I’ve recently been following two stories on Madame Noire regarding black men and their dating choices. The first was a piece about a self-proclaimed “dark skin activist” calling out Kendrick Lamar for having an extremely fair skinned fiancé.
The other story was about Romeo Miller whining on a talk show about all the hate mail he’s received for having a white girlfriend.
“It’s crazy to think that in 2015, when I start posting pictures of me and my girl–obviously I’m black, she’s white. I didn’t think that would be a problem. A lot of hate mail and hate comments was on there. They’re like, ‘Why are you with this girl?’ ‘She’s only with you because of this.’ It’s sad because honestly if anybody knows me, all the girls I’ve dated, I’ve dated girls who’ve been as black as Akon and white as Casper. It don’t matter. It’s all about the heart. In this time and place, she’s the one who captured my heart. She could be blue, green or yellow and it would have been her.” [SOURCE]
So here’s two very public examples of black men getting flack for dating light skinned women and non-black women. There’s no denying it. Black women also get the pushback when we date interracially, so isn’t it even?
Not even a little.
There are four key differences between black men getting criticism of their dating choices rather than the other way around.
Reason #1: Black men don’t give a shit. Patriarchy allows for men to date and marry anyone they want. Despite all the complaining, guilting, lip smacking and neck rolling, a black man will ultimately and unapologetically do whatever the hell he wants. Think I’m full of it? Check out the last 40 years of black men dating and marrying non-black women. Has it decreased or increased exponentially? Yeah, that’s happening, despite any objections their mammas, sisters, and jilted black girlfriends and ex-wives have to say about. If Waiting to Exhale didn’t make them “come back home,” then nothing else was.

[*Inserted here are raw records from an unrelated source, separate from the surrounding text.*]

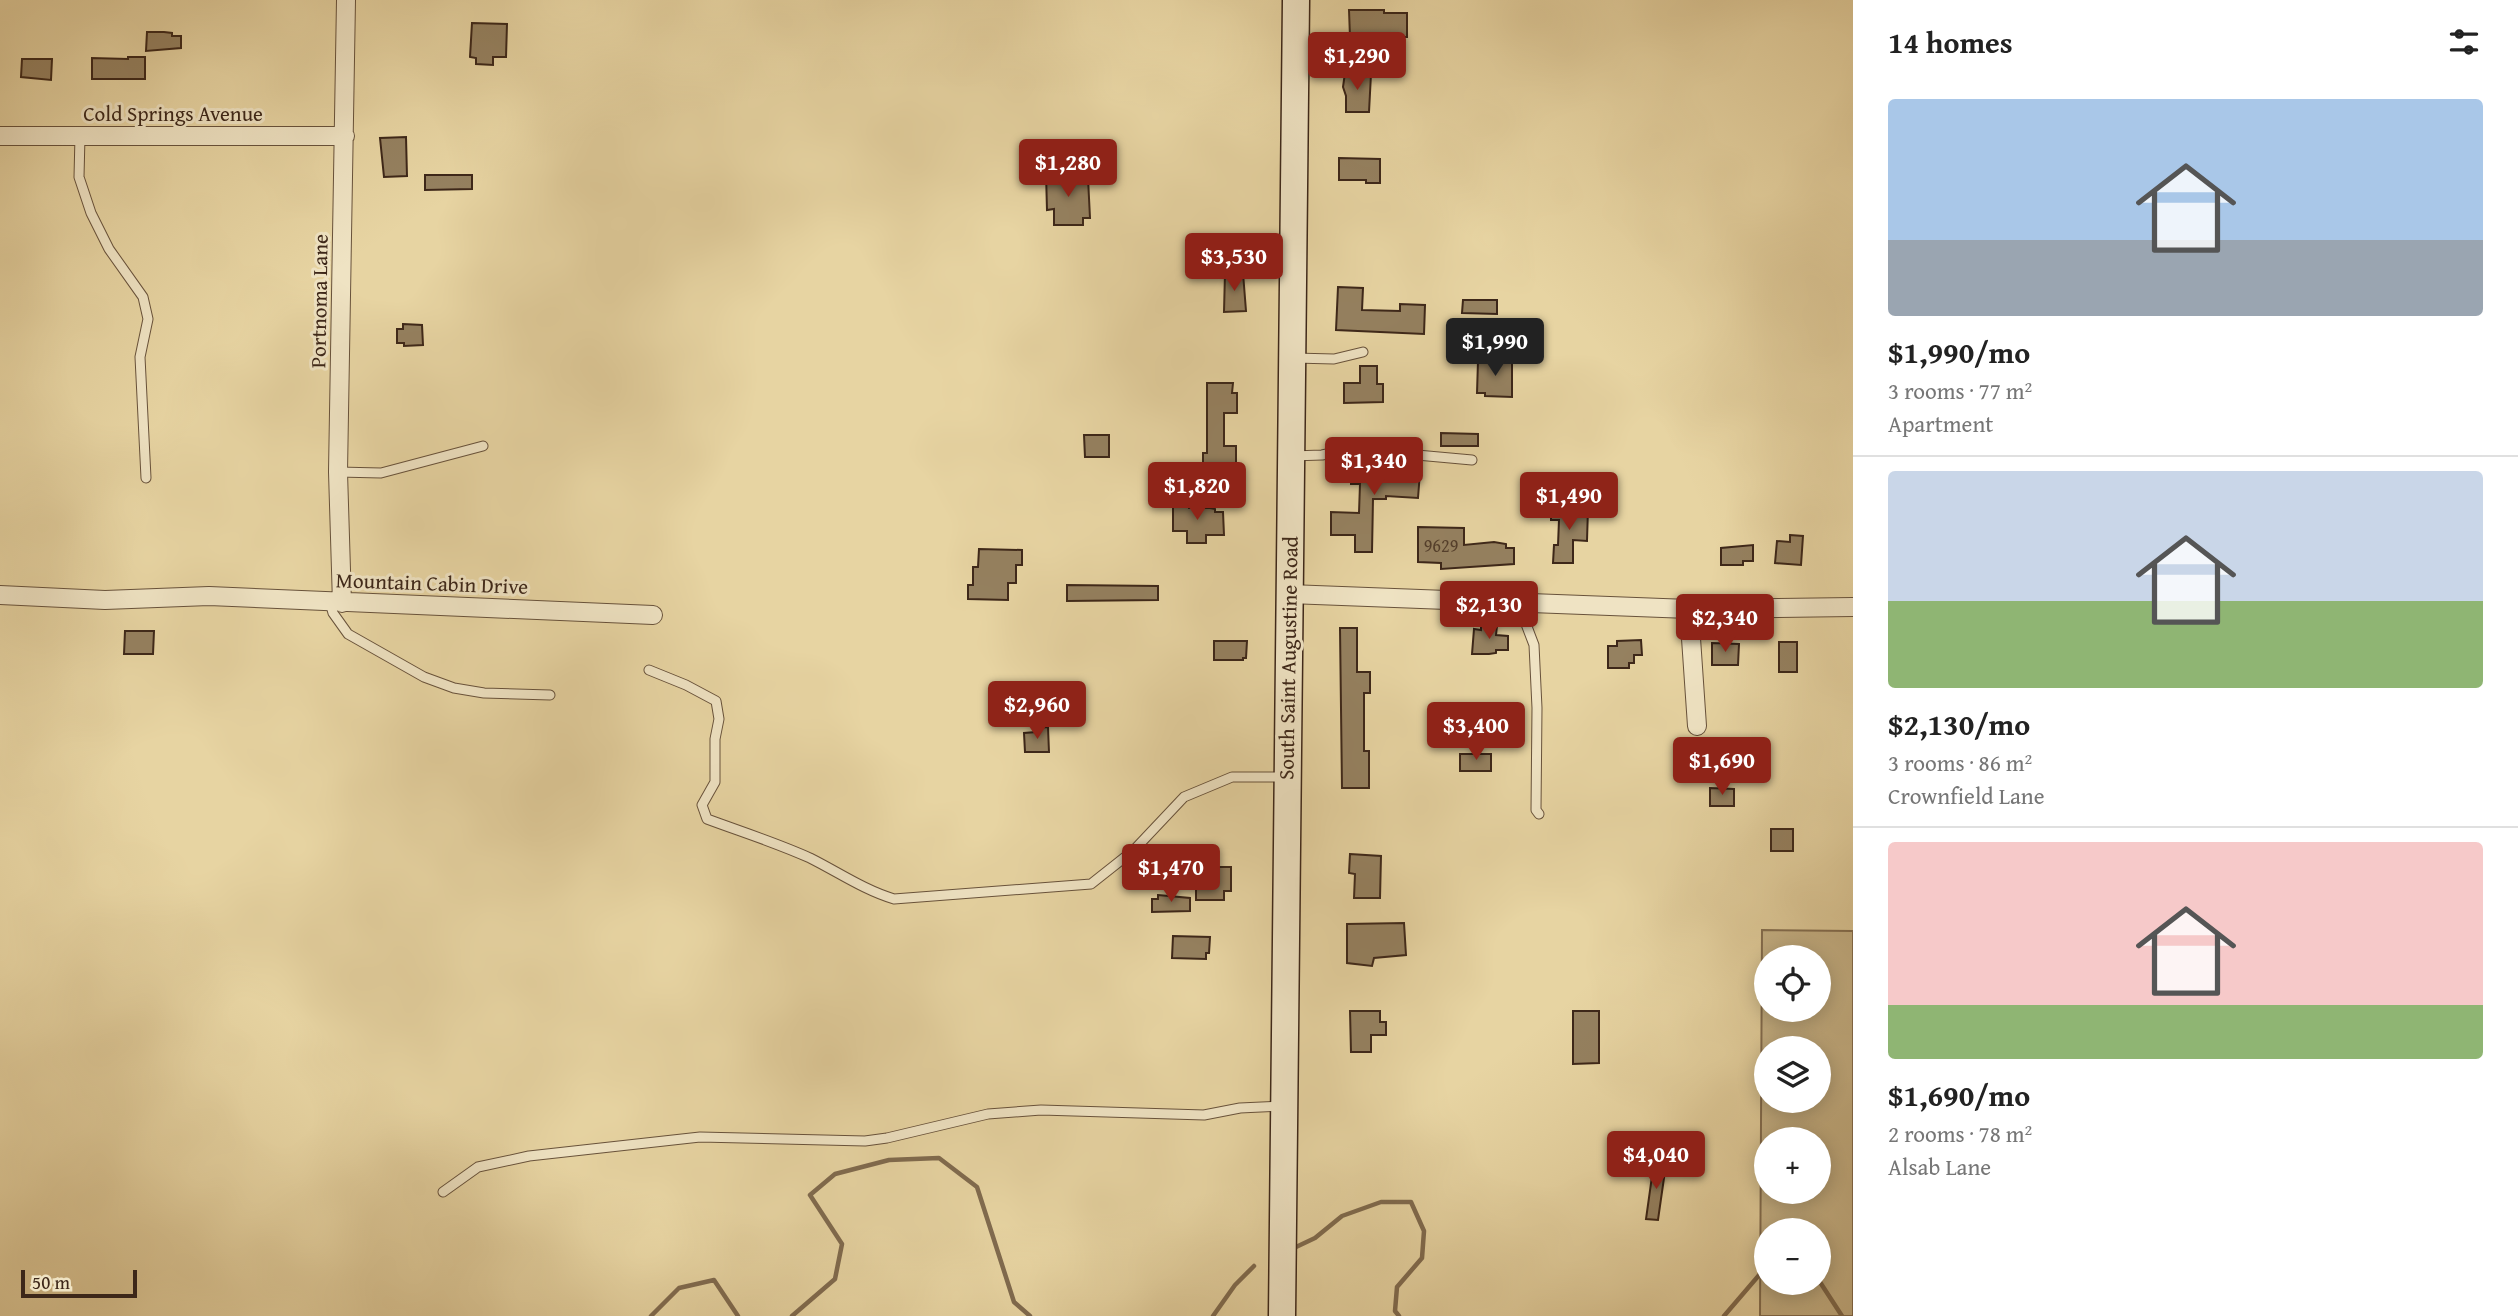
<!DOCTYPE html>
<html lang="en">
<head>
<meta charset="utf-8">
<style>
	:root { --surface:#fff; --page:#f2f2f2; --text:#222; --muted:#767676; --line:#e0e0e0; --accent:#8f2418 }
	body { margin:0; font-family:"Gentium Book Plus",serif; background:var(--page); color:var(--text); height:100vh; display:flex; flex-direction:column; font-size:26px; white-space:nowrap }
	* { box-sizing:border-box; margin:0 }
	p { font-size:23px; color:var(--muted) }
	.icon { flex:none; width:38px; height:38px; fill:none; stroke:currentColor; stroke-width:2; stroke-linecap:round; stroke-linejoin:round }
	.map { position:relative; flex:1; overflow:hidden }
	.side { display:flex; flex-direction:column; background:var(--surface); width:665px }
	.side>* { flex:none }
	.tools { position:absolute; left:1754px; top:945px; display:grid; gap:14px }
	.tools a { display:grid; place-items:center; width:77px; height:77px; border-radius:50%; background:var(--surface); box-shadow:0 4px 18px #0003; font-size:35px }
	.scale { position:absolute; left:21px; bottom:18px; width:116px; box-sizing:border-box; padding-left:7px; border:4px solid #3d2719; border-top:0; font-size:19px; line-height:24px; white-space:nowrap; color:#3d2719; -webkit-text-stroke:5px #efe3c3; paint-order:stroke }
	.price { position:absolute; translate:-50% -60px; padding:0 16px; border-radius:7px; background:var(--accent); color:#fff; font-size:23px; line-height:46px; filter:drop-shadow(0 2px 4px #0008) }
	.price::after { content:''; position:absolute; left:50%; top:42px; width:21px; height:16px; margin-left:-10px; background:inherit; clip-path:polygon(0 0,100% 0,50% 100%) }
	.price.selected { background:#222; color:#fff }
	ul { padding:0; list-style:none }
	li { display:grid; align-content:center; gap:14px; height:371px; padding:0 35px }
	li+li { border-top:2px solid var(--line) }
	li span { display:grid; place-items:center; height:217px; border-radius:7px; color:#555 }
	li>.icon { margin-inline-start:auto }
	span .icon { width:126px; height:126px; fill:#fffc; stroke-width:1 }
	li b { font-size:30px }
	h2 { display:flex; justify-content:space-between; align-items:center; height:84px; padding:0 35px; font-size:30px }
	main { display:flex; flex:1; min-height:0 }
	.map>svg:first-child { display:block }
</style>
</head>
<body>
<main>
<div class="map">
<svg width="1853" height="1316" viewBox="0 0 1853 1316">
	<rect width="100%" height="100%" fill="#e7d4a2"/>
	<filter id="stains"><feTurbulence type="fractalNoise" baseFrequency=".00286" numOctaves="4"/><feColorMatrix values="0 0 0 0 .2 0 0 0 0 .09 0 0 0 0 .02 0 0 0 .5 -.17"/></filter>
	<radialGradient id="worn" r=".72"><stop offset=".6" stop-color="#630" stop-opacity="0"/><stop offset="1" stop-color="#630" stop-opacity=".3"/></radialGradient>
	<!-- green -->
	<path fill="#cab78b" stroke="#846f52" stroke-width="2" fill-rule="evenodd" d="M1762,930L1853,931V1316H1760ZM1766,957H1818V1010H1766ZM1766,1048H1818V1101H1766ZM1766,1139H1818V1192H1766ZM1766,1230H1818V1283H1766Z"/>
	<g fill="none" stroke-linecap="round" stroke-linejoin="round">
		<!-- stream -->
		<path stroke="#806b4f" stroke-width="4.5" d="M1296,1247L1315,1238L1342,1216L1381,1202H1411L1424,1231L1422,1258L1397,1287L1395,1311L1399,1316
			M1818,1279L1842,1316
			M651,1316L679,1288L714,1280L738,1316
			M792,1316L835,1279L842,1244L810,1195L835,1174L889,1160L939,1158L977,1187L1014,1302L1030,1316
			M1213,1316L1235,1285L1254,1266
			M1724,1316L1766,1267"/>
	</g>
	<!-- building -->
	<path fill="#958160" stroke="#3d2719" stroke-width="2" d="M1349,10H1384V13H1407V37H1350Z
		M472,23L507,24L506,57H493V65L476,64V58L470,57Z
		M147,32H164L172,33V36H181V48L146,51Z
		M128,57H145V79H92V58L128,59Z
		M22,59H52L51,80L21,77Z
		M1345,73L1371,74L1369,112H1346V96L1343,87Z
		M406,137L407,176L384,177L380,138Z
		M1339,158L1380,159V183H1366V180H1339Z
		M1067,172V178H1088L1090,218H1083V225H1054V209L1047,210L1046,173Z
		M425,175H472V189L425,190Z
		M1225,273H1243L1246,311L1224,312Z
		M1338,287L1363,288L1362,310L1400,311V304L1425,305L1424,334L1336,330Z
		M1463,300H1497V314L1462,313Z
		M403,324L422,325L423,345L404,346V343H397V329H403Z
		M1478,361H1512V397L1485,396V393H1477Z
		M1360,366H1377V384H1383V402L1344,403V383H1360Z
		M1207,383H1233L1232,393H1237V413H1224V446H1236V472H1227V476H1203V453H1207Z
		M1441,433L1478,434V446H1441Z
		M1084,435H1109V457H1085Z
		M1360,457L1389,459L1388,465L1418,466V472H1420L1418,498L1386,496V499H1373L1372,552H1355V535H1331V512L1359,513L1360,484H1351V472H1360Z
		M1173,502H1189V508H1210L1215,509V512H1223L1224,535H1206V543H1187V531H1173Z
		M1551,508H1588L1587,541L1573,540V563H1553L1554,545H1558L1559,520H1551Z
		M1418,527L1464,528V545L1494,542L1506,544V548H1514V564L1441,569V563L1418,562Z
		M1790,535L1803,536L1801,565L1775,563L1777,541L1790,542Z
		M1753,545V561H1743V565H1721V548Z
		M979,549L1022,550V565H1016V583H1008V600L968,599V585H973V567H978Z
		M1067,585L1158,586V600L1067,601Z
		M1481,626H1497L1496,635L1508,636V650H1496V653L1489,654H1472L1474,629L1481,630Z
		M1340,628H1357V672H1370V693H1364V751H1369V788H1342Z
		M125,631H154L153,654H124Z
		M1641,640L1642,655H1634V663H1629V668H1608V646H1617V641Z
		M1214,641H1247L1246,658H1243V660H1214Z
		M1779,642H1797V672H1779Z
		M1712,643L1739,644L1738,665H1712Z
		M1048,727L1049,752H1025L1024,733L1036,732V728Z
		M1460,754H1491V771H1460Z
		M1710,788L1734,789V806H1710Z
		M1771,829H1793V851H1771Z
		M1350,854L1381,856L1380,898H1354L1355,874L1349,873Z
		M1196,867H1231V891H1224V900H1196Z
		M1158,895L1190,898V911L1152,912V899H1158Z
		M1404,923L1406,955L1374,958L1372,966L1347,963V924Z
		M1173,936L1210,937L1209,953H1206V959L1172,958Z
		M1350,1011H1380V1022H1386V1035H1371V1052H1351Z
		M1573,1011H1599V1063L1573,1064Z
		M1654,1162L1666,1164L1658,1220L1646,1219Z"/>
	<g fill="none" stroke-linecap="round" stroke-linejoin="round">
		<defs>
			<path id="lane" d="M80,136L79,177L91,213L109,249L143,297L148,319L140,357L146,478
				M1294,358L1334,359L1363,352
				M1292,456L1322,455L1351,449L1472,460
				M338,472L381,473L483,446
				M330,602L333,613L348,634L424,677L454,688L484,693L550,695
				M1518,603L1534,645L1537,708L1536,810L1539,814
				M649,670L686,685L716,701L719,719L715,739V782L702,805L707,819C742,832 777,843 810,858C838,872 864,890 894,899L1091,884L1134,850L1184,797L1232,777H1285
				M443,1192L478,1167L529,1156L700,1137L865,1141L887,1138L988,1114L1041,1110L1204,1115L1240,1108L1282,1106"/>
			<path id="street" d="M0,136H345
				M1289,594L1689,609L1853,607
				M0,595L105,600L209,596L653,615
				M342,603L338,472L346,0
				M1689,609L1697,726"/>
			<path id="secondary" d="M1282,1316L1296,0"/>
		</defs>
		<!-- lane casing -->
		<use href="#lane" stroke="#68523b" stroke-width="11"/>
		<!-- street casing -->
		<use href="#street" stroke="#68523b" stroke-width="20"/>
		<!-- secondary casing -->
		<use href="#secondary" stroke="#3d2719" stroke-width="29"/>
		<!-- lane -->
		<use href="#lane" stroke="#efe3c3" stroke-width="9"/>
		<!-- street -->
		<use href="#street" stroke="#efe3c3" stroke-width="18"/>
		<!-- secondary -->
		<use href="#secondary" stroke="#efe3c3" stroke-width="26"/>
	</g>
	<g text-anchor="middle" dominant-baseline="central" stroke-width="6" stroke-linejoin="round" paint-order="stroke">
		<!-- number labels -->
		<g font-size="18" fill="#533e2b">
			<text x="1441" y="545">9629</text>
		</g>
		<!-- street labels -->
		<g font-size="21" fill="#3d2719" stroke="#efe3c3">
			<text x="173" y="113">Cold Springs Avenue</text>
			<text transform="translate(319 301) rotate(-89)">Portnoma Lane</text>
			<text transform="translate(432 583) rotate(2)">Mountain Cabin Drive</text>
			<text transform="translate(1288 658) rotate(-89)">South Saint Augustine Road</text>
		</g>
	</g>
	<rect width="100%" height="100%" filter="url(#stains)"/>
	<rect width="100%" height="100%" fill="url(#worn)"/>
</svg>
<div class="tools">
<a><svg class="icon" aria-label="locate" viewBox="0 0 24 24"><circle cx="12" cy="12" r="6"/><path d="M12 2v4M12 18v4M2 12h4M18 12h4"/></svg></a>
<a><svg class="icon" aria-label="layers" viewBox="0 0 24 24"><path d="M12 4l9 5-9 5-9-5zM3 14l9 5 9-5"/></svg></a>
<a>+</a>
<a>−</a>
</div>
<div class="scale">50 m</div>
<b class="price" style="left:1357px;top:92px">$1,290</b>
<b class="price" style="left:1068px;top:199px">$1,280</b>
<b class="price" style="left:1234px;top:293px">$3,530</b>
<b class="price selected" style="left:1495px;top:378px">$1,990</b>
<b class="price" style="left:1374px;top:497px">$1,340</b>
<b class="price" style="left:1197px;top:522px">$1,820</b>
<b class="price" style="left:1569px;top:532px">$1,490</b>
<b class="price" style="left:1489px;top:641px">$2,130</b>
<b class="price" style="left:1725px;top:654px">$2,340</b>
<b class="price" style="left:1037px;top:741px">$2,960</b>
<b class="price" style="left:1476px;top:762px">$3,400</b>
<b class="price" style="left:1722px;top:797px">$1,690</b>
<b class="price" style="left:1171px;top:904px">$1,470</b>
<b class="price" style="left:1656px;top:1191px">$4,040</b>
</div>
<section class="side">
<h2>14 homes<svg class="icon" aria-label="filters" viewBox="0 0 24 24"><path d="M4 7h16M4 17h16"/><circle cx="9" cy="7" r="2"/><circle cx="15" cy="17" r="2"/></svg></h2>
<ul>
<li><span style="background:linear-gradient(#a9c7e8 65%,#9aa5b1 0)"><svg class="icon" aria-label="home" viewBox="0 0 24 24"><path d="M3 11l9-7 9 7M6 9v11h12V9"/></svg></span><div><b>$1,990/mo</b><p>3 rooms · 77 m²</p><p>Apartment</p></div></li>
<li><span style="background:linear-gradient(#c9d6e8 60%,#8fb573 0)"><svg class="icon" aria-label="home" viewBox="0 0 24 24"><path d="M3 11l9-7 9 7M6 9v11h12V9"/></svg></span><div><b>$2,130/mo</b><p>3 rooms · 86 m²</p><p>Crownfield Lane</p></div></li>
<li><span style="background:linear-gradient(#f6c9c9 75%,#8fb573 0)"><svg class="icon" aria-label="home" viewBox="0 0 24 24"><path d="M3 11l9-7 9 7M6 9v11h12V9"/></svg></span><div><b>$1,690/mo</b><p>2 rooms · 78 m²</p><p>Alsab Lane</p></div></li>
</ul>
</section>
</main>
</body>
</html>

Reason #2: The whole, “slave master” guilt trip is applied almost exclusively to black women. Many of us have been vulnerable to the guilt-tripping about how us dating a white man is an insult to our ancestors, slave women who were chained to beds and raped. We are the “bed wenches.” There is no equivalent insult for black men who marry white women, who did their share of abusing black male slaves, including having them lynched on the regular if a white woman claimed they so much as whistled at her. Let black men tell it, it was never the white woman’s fault. She was only acting upon fear of the “evil white man” who was also her oppressor. Utter bullshit, but people have bought that reasoning for longer than I’ve been alive.
Reason #3: Women have a stronger desire to please. Women are social creatures. We want the approval of the people surrounding us that we care about. If dating or marrying a white man could lose them friends and family, black women are less likely to take the risk. Black men face no such ultimatums. Their homies pat them on the back, the black women in their lives may complain, but they will still love them and eventually accept the situation they have absolutely no power to change.
Reason #4: Black men are allowed to be married to white women and still be “down for the cause.” Throughout history some of our most celebrated black men have been free to marry white women and still freely be able to advocate on “black issues.” No one tells them they don’t have the right to speak on the black community once they jump the fence. Most of my “conscious” critics hurl that in my direction, because my husband is white. But Martin Luther King, Frederick Douglass, Quincy Jones, Sidney Poitier, and legions of black men can. Umkay…no one accuses black men of not being black anymore when they hook up with white chicks.
So with those reasons in mind, you’ll excuse me for not feeling not one bit of pity for men who are free to do whatever they want. My focus if to try to retrain the brains of black women, so they too realize they have the agency to what what they want.
It’s time to tear a page out of their playbook. Girl, get yours.